Every day now, more and more people across the United States are thinking about how to respond to the Occupy movement’s call for a general strike on May 1. Occupy Wall Street activists have built an impressive coalition of organized labor, immigrant-rights groups and others for “a day of economic non-cooperation” on May Day. On Tax Day, a broad spectrum of organizations helped protestors spotlight corporate tax loopholes. Assemblies from around New York City gathered in Central Park on April 14 to celebrate, share ideas and talk about campaigns. This month has also seen debate about whether the “99% Spring” week of trainings was an attempt by the institutional left to co-opt Occupy, or whether Occupy is actually co-opting and radicalizing non-profits and unions that were uninterested in direct action before the movement began.
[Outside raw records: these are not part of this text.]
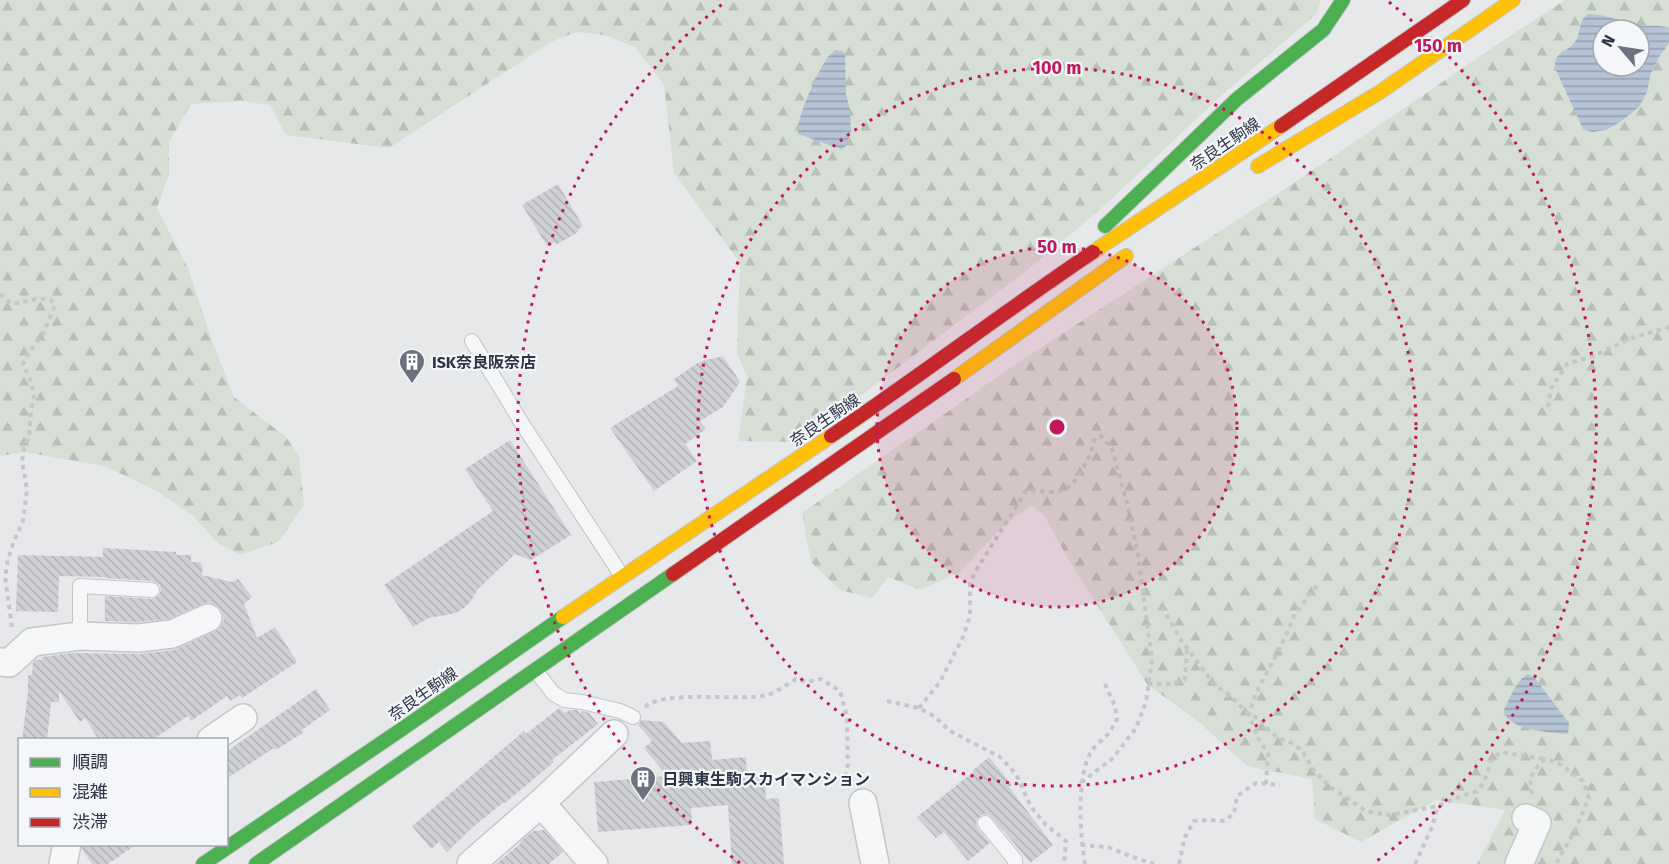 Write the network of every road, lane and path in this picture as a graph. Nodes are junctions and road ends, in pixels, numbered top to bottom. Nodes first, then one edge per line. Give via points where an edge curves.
1 (1343, 0) edge
2 (1463, 0) edge
3 (1513, 0) edge
4 (1251, 171) dead end
5 (1136, 249) dead end
6 (1041, 287) junction
7 (0, 294) edge
8 (1669, 327) edge
9 (472, 341) dead end
10 (1548, 407) dead end
11 (622, 576) junction
12 (1318, 584) dead end
13 (152, 590) dead end
14 (1162, 607) dead end
15 (208, 618) dead end
16 (80, 636) junction
17 (1187, 648) junction
18 (10, 657) edge
19 (536, 670) junction
20 (1104, 682) dead end
21 (1147, 684) dead end
22 (887, 701) dead end
23 (919, 708) junction
24 (1248, 714) junction
25 (243, 718) dead end
26 (624, 726) junction
27 (214, 738) edge
28 (1545, 759) junction
29 (1083, 781) junction
30 (1266, 784) junction
31 (1280, 785) dead end
32 (541, 803) junction
33 (863, 803) joint
34 (1438, 806) junction
35 (1531, 821) joint
36 (984, 823) dead end
37 (1081, 844) junction
38 (67, 846) edge
39 (63, 864) edge
40 (203, 864) edge
41 (256, 864) edge
42 (471, 864) edge
43 (594, 864) edge
44 (875, 864) edge
45 (1015, 864) edge
46 (1064, 864) edge
47 (1085, 864) edge
48 (1154, 864) edge
49 (1179, 864) edge
50 (1415, 864) edge
51 (1519, 864) edge
52 (1556, 864) edge

1 - 6 main road via 1323,30 1237,99
2 - 6 main road, 奈良生駒線
3 - 4 main road via 1380,92
5 - 19 main road
6 - 11 main road, 奈良生駒線 via 895,393
7 - 18 path via 12,304 35,298 51,300 55,305 44,332 23,364 34,398 22,462 27,490 23,521 5,578 15,640
8 - 10 path via 1567,364 1551,388
9 - 11 lane
11 - 40 main road, 奈良生駒線
12 - 24 path via 1295,614
13 - 16 lane via 80,586
14 - 17 path
15 - 16 street via 172,634 138,638
16 - 18 street via 32,642
17 - 21 path via 1185,679 1172,684
17 - 24 path via 1214,684
19 - 26 lane via 553,693 564,700 620,711
19 - 41 main road
20 - 29 path via 1117,719 1091,751
22 - 23 path
23 - 29 path via 939,682 963,637 970,616 970,584 975,572 1026,491 1065,490 1080,473 1095,438 1101,436 1112,449 1121,478 1138,555 1152,660 1146,702 1136,728 1113,758
23 - 46 path via 950,731 1000,757 1016,774 1031,807 1066,841
24 - 30 path via 1268,754
24 - 34 path via 1261,720 1281,740 1294,744 1329,786 1366,811 1389,815
25 - 27 street
26 - 32 street
26 - 33 path via 649,703 660,700 768,695 796,679 820,679 840,691 847,717 848,764 841,797 851,805
28 - 34 path via 1500,752 1491,761 1477,791
28 - 35 path via 1530,778 1538,813
28 - 52 path via 1558,763 1583,781 1589,798
29 - 37 path
30 - 31 path
30 - 49 path via 1256,783 1237,796 1234,814 1223,821 1194,821 1185,837
32 - 42 street
32 - 43 street
33 - 44 street
34 - 50 path
35 - 51 street
36 - 45 lane via 1016,860
37 - 47 path
37 - 48 path via 1108,847
38 - 39 street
Occupy’s spring resurgence, however colorful, still has not answered certain questions. How is Occupy Wall Street going to consult with organizations? How can this movement draw larger numbers of people into assemblies, committees and participatory structures that can serve their needs, while still connecting the dots between local ills and corporate power?
Relevant here is the story of a small group of predominantly white university students in South Africa in the early 1970s who helped to organize African workers and had a significant impact on anti-apartheid movement.
It was not easy to do labor organizing in the early 1970s. Africans had been denied collective bargaining rights since the 1920s. The state’s security apparatus was becoming more labyrinthine. Nelson Mandela and otherswere serving life-sentences for plotting sabotage attacks. In the mid-1960s, the militant South African Congress of Trade Unions had been crushed. By the next decade, there were just a few unions in which African workers were active in parallel wings. Only when black intellectuals and underground members in liberation groups teamed up with white students in Natal and began agitation work amongst workers around the demand for wages above the poverty line did the tide begin to turn.
Steve Biko had recently led students classified as “non-Europeans” in forming breakaway student groups focused on inner resistance, self-empowerment and black consciousness (as well as collective action and self-help). “The strongest weapon of the oppressor is the mind of the oppressed,” he said in 1972. White student activists discovered that blacks students did not want to work with them, however well-intentioned they might be.
At this time, young people were absorbing a potent mix of ideas from abroad. A philosopher named Richard Turner returned to South Africa after studying at the Sorbonne and writing a dissertation on Sartre. He published a pamphlet on participatory democracy in 1972. In Durban, he urged students to see themselves as a revolutionary force, to “humanize” themselves and to reject materialism. Turner was friendly with Biko and the two collaborated on a community development project. With liberation leaders across the continent simultaneously promoting neo-traditional communalism and African unity, a cluster of white students formed a Student Wages Commission to draw media attention to the problem of poverty wages for African workers and to try to “redirect the flow of information” out of white institutions and into the streets.
The students circulated mimeographed pamphlets among workers at factory gates and bus stops. In isiZulu, workers read about the huge gulf separating their wages from what experts said about measurable minimum needs — specifically the “poverty datum line.” In Durban and Cape Town, dockworkers went with students to meetings of the Department of Labor’s Wage Board and used these statistics to demand higher pay, together with a coalition of church and other community organizations. In this way, these students did something similar to what we see happening today; they popularized inequality statistics and made them an idiom of political dissent.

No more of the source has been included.